◆ **Exercise objective**
Show all lines from the material that carry the word "JSON".

◆ **Records for this task**
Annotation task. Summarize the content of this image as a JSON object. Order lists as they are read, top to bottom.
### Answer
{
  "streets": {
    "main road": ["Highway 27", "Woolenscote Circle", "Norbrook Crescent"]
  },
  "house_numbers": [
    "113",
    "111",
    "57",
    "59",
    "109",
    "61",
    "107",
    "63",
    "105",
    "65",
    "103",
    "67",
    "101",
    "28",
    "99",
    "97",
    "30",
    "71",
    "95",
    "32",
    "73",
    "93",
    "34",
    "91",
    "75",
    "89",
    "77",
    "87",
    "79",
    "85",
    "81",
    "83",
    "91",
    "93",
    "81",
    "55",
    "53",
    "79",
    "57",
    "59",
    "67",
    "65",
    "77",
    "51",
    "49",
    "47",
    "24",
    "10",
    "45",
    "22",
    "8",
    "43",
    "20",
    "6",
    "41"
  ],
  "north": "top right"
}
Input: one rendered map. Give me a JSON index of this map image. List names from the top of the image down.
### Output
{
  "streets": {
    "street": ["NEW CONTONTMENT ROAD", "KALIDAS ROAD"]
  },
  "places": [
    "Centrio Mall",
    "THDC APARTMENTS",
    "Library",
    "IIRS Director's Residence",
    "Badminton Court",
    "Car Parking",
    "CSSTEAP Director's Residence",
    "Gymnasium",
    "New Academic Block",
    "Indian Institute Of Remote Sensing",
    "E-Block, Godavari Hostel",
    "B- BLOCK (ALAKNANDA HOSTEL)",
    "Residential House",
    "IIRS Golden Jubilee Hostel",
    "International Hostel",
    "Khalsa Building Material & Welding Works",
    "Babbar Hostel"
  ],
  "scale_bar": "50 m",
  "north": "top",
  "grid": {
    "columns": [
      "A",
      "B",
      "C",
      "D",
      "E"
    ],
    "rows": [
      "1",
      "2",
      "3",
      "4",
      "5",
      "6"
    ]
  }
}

◆ **Answer for the task**
Annotation task. Summarize the content of this image as a JSON object. Order lists as they are read, top to bottom.
Input: one rendered map. Give me a JSON index of this map image. List names from the top of the image down.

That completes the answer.